What is needed:
Go through the records and write each one out again exactly.

----- Task input -----

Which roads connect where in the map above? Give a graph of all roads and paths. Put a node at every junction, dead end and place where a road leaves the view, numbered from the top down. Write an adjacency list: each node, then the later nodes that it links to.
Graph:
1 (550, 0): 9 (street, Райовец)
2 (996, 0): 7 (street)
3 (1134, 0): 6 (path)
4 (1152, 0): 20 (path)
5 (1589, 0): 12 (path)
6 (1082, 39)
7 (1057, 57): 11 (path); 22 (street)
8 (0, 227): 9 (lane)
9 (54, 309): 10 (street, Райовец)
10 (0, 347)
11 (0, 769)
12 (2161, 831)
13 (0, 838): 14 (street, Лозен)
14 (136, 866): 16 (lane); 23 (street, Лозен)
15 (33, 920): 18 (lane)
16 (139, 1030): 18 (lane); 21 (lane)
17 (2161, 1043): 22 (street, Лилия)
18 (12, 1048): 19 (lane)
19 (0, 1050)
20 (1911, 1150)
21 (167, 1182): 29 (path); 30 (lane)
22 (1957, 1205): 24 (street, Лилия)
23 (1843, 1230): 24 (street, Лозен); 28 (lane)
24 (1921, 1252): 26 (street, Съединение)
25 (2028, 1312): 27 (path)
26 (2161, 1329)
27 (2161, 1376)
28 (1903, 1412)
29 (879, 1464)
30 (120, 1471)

-----

Expected answer:
Which roads connect where in the map above? Give a graph of all roads and paths. Put a node at every junction, dead end and place where a road leaves the view, numbered from the top down. Write an adjacency list: each node, then the later nodes that it links to.
Graph:
1 (550, 0): 9 (street, Райовец)
2 (996, 0): 7 (street)
3 (1134, 0): 6 (path)
4 (1152, 0): 20 (path)
5 (1589, 0): 12 (path)
6 (1082, 39)
7 (1057, 57): 11 (path); 22 (street)
8 (0, 227): 9 (lane)
9 (54, 309): 10 (street, Райовец)
10 (0, 347)
11 (0, 769)
12 (2161, 831)
13 (0, 838): 14 (street, Лозен)
14 (136, 866): 16 (lane); 23 (street, Лозен)
15 (33, 920): 18 (lane)
16 (139, 1030): 18 (lane); 21 (lane)
17 (2161, 1043): 22 (street, Лилия)
18 (12, 1048): 19 (lane)
19 (0, 1050)
20 (1911, 1150)
21 (167, 1182): 29 (path); 30 (lane)
22 (1957, 1205): 24 (street, Лилия)
23 (1843, 1230): 24 (street, Лозен); 28 (lane)
24 (1921, 1252): 26 (street, Съединение)
25 (2028, 1312): 27 (path)
26 (2161, 1329)
27 (2161, 1376)
28 (1903, 1412)
29 (879, 1464)
30 (120, 1471)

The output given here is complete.